Un avocat m’a dit aujourd’hui que M. Fouquet [2] fait ce qu’il peut pour gagner < du > temps et qu’il diffère fort bien son jugement. On dit que M. le maréchal Du Plessis-Praslin [3] est parti pour être notre général d’armée en Italie. Un des nôtres le devait accompagner en ce voyage et était d’accord avec lui, c’est M. de Mauvillain. [4] Il a changé d’avis, il n’y ira point, on ne saurait quitter Paris. Il s’en faut bien qu’il ne soit aussi habile homme que M. Morisset, [5] mais il ne laisse pas d’avoir bon appétit et d’avoir autant bonne opinion de soi. Ils sont même grands amis, eo duntaxat differunt quod sit altero doctior, alter ipse[1] je n’y connais point d’autre différence. Le marchand de dentelles et de point de Venise, [2][6] nommé Salar, [7] a encore une autre affaire de 1 000 écus où il y a encore soupçon de quelque malice. Elle n’a pas encore fort éclaté, mais ce sera bientôt, c’est un des juges consuls, [3][8] que je traite malade, qui me l’a dit. On dit que les princes d’Italie s’arment secrètement, sans que l’on sache la vraie cause : n’est-ce point qu’ils ont peur de nous et qu’ils se défient du voisinage de notre armée qui continue de marcher ? On dit que la Chambre de justice [9] attaque par ses recherches des minimes [10] de la place Royale [11] et qu’elle leur demande une grande somme pour quelques droits dont ils ont joui ci-devant, sous ombre de bâtir leur couvent et d’y faire un beau portail. Nous aurons enfin trop de moines, [12] et trop d’églises, et même trop de pauvres, trop peu de piété chrétienne et de probité morale. Il n’y a plus que de la fourberie au monde, de l’imposture et de l’injustice ; néanmoins, ils sont tous bons chrétiens, à ce qu’ils disent, et nous exempteront du feu du purgatoire. [13] Je vous baise les mains et suis de tout mon cœur votre, etc.
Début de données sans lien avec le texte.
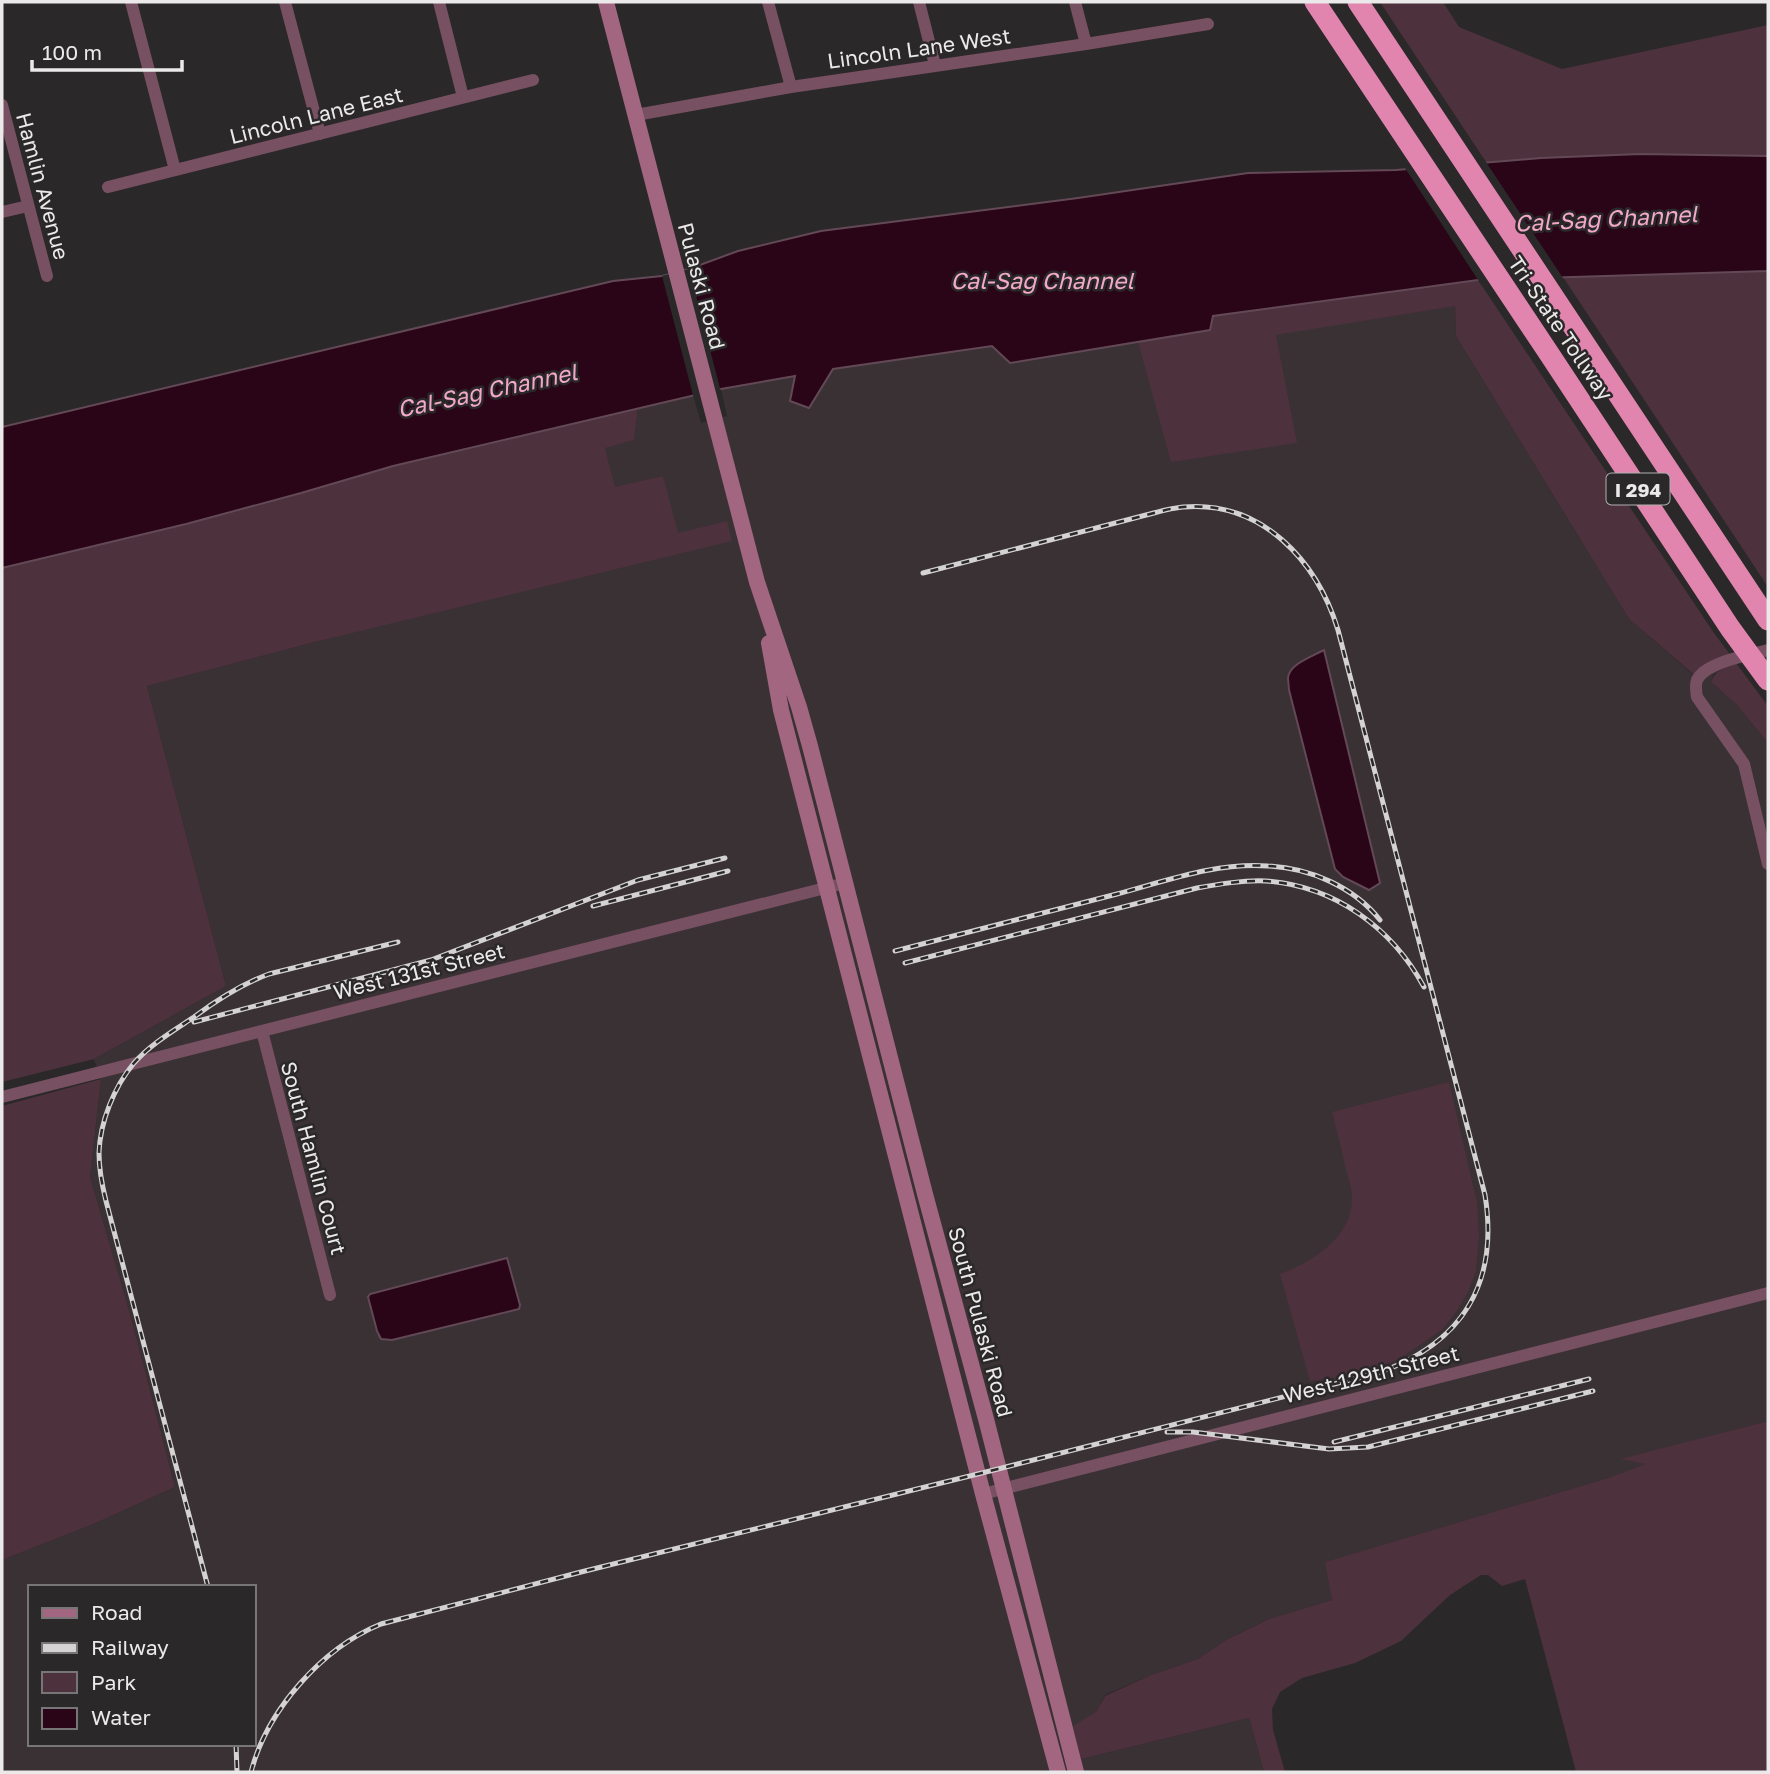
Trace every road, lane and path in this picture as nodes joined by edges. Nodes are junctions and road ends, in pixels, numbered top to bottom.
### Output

De Paris, ce 12e de février 1664.


a.

Du Four (édition princeps, 1683), no cxv (pages 351‑352), et Bulderen, no cccix (tome ii, pages 397‑398), à Charles Spon ; l’allusion à Salar a fait préférer André Falconet (à qui Patin avait précédemment parlé de ce personnage).

1.

« ils se valent en tous points, sinon que l’un est plus savant que l’autre ».

2.

Point de Venise : « point à l’aiguille toujours sur un réseau qui fait le fond ; dentelle ayant de la ressemblance avec le point d’Alençon, mais dont le travail est d’un fini bien inférieur » (Littré DLF). « Les points de Gênes, de Venise, d’Angleterre ont été défendus en France. On fait maintenant des points de France et de Paris » (Furetière).

3.

« Consul, se dit aussi des juges qui sont élus entre les marchands pour régler les affaires du commerce suivant les privilèges à eux accordés. […] Les consuls jugent des affaires de marchand à marchand pour le fait du négoce, dont ils se mêlent seulement. Les sentences des consuls portent contrainte par corps. La juridiction des consuls a été établie par le roi Charles ix par édit du mois de novembre 1563 » (Furetière).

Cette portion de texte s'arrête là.